И вручил мне «белый билет». Я машинально взял его, машинально развернул: не годен по статье 8-а.

— Что это за статья?

— Психушная.

Пахнуло Швейком, но меня эта ассоциация не развеселила.

Я был здоров, как бык, теннисист, лыжник, значкист ГТО второй ступени. Никакой анкеты я не заполнял… Да в этом не было нужды, здесь имелось мое дело. Значит, я не годился даже в качестве пушечного мяса низшего сорта. Мое патриотическое чувство потерпело второй, нокаутирующий удар. Пусть мама подсказала мне то, что было естественным, хотя и необязательным, юношеским поступком, я пошел с открытой душой, но дорогая Родина дважды показала мне зад. Отныне я исключаю ее из своих душевных расчетов, но на фронт попасть должен любой ценой. Ради самого себя, моей собственной судьбы.

Я не могу жить с клеймом неполноценности, не хочу быть изгоем. У меня не было никаких планов, никаких возможностей, но какое-то злое чувство убеждало меня, что я непременно окажусь там, куда меня не пускают. Не пускают за то, что отцу помешали работать профкомовские бездельники, и он огрызнулся. Преступник века, мать их!.. Безобидная шутка сломала ему судьбу, теперь ломают жизнь мне.

У многих моих однокашников сидели отцы — наша школа находилась между домом командного состава Красной Армии на Чистых прудах и домами политкаторжан по Машкову переулку. В 1936–1938 годах эти дома были почти полностью очищены от взрослого мужского населения. Так вот, один наш парень пробился — в буквальном смысле слова — на фронт, желая искупить кровью вину отца. Его кровь ничего не искупила, ибо вины не было. Другой считал, что своей гибелью он докажет невиновность отца. Он погиб на Волховском фронте, но ничего никому не доказал: палачи и без того знали, что осудили невиновного; отец пережил сына и умер в лагере после войны.
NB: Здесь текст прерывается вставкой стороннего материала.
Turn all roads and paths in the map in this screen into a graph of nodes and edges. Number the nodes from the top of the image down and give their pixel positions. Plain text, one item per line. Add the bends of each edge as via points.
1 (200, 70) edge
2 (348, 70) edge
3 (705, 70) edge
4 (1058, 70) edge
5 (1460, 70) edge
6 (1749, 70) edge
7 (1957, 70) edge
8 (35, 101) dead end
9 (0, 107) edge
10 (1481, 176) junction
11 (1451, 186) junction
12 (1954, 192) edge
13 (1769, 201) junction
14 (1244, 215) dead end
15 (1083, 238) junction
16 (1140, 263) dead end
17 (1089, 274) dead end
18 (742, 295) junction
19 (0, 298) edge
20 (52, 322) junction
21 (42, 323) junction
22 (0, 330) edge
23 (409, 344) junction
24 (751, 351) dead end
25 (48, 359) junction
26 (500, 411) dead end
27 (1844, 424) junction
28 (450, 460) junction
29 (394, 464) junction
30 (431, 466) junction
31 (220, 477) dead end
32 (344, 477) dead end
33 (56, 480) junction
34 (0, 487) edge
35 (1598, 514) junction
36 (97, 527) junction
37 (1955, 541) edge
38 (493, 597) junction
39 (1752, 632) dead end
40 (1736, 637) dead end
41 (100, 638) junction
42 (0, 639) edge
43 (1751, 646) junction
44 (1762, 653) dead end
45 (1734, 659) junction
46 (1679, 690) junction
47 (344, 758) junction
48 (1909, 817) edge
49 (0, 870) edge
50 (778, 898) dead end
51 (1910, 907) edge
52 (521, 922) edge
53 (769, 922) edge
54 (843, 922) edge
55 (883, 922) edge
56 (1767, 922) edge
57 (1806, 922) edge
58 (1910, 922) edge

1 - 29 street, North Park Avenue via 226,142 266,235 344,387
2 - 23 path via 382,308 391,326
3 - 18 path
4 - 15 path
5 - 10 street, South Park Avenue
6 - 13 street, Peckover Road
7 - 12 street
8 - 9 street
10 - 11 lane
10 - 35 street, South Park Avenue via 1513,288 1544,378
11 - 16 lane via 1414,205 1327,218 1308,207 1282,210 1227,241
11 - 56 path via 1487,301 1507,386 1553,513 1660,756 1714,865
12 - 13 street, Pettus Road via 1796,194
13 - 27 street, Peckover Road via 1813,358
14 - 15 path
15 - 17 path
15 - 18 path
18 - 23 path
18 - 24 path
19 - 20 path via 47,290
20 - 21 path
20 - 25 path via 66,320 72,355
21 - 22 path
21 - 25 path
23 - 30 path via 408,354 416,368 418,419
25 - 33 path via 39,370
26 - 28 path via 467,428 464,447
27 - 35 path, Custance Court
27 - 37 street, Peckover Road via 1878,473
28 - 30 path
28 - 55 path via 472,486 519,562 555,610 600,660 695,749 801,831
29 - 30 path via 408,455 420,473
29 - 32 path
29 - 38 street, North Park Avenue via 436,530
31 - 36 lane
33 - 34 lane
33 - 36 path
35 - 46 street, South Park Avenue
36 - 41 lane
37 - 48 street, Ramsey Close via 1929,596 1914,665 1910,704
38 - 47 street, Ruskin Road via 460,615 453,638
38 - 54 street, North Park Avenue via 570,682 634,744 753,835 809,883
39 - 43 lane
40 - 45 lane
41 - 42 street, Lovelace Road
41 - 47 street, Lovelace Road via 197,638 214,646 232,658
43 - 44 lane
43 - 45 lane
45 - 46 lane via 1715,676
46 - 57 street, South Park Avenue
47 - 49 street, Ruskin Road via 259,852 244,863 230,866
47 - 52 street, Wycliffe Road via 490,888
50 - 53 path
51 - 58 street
К моему случаю оба посыла отношения не имеют. Я знал, что отец ни в чем не виноват, что он жертва омерзительного насилия, значит, ни о каком искуплении речи быть не могло. А доказывать его невиновность собственной жертвой — сама мысль была мне оскорбительна. Я просто ступил на предназначенный мне путь: не признавать ни за кем права на мою дискриминацию. Пусть сейчас мне отказали всего лишь в праве на гибель, это мое личное дело, я хочу сам распоряжаться своей жизнью. Но до чего же трогательно старалась наша власть уберечь детей «врагов народа» от фронта!

С юношеским романтизмом было покончено раз и навсегда. Мне надо попасть на фронт ради самоутверждения, кроме того, писатель не может прокладывать между собой и войной тысячи километров, наконец, мне пора выйти из-под слишком надежного, плотного материнского крыла, если я не хочу на всю жизнь остаться недорослем.

Я был согласен на любую войну, но та, которую я получил, оказалась самой неожиданной. По протекции друга нашей семьи Николая Николаевича Вильмонта меня призвали под знамена ГлавПУРа. Без всяких формальностей и анкет мне дали назначение инструктором-литератором в газету для войск противника только что созданного Волховского фронта. Навесили кубари, что произвело на меня чарующее впечатление, но обмундирование выдали почему-то солдатское с кирзовыми сапогами, правда, с кожаным ремнем и командирской дерматиновой сумкой. Ушанка с ярко-рыжим поддельным мехом наводила на тревожную мысль, что мне предназначена — по совместительству — роль движущейся мишени.

До этого мне устроили маленький экзамен: я должен был написать святочный рассказ для немецких солдат — дело было под сочельник. Я успешно справился с заданием. Хуже прошло немецкое собеседование, мой язык оценили на три с плюсом. Видимо, сказалась растренированность.

Так или иначе я отправился на Волховский фронт с офицерским удостоверением и направлением в одном кармане, с паспортом и «белым билетом» в другом. Зачем я взял с собой свидетельство своего штатского позора? Мать сказала: если тебе окончательно осточертеет, пошли их всех подальше, они не имели права тебя брать. Это было дико, ибо впереди мне мерещилось святое фронтовое товарищество, я уже заранее всех и все там любил. Но и ослушаться материнского совета не мог.

Внутренне я готовился к другой войне, но выбирать не приходилось. Все-таки я еду на запад, а не на восток, к войне, а не от войны. Будь что будет…

На Волховском фронте я вел регулярные записи, похожие на дневник; на Воронежском, куда меня перевели по закрытии газет для войск противника, я марал бумагу по-иному: дневниковые записи вскоре заменил наметками будущих рассказов.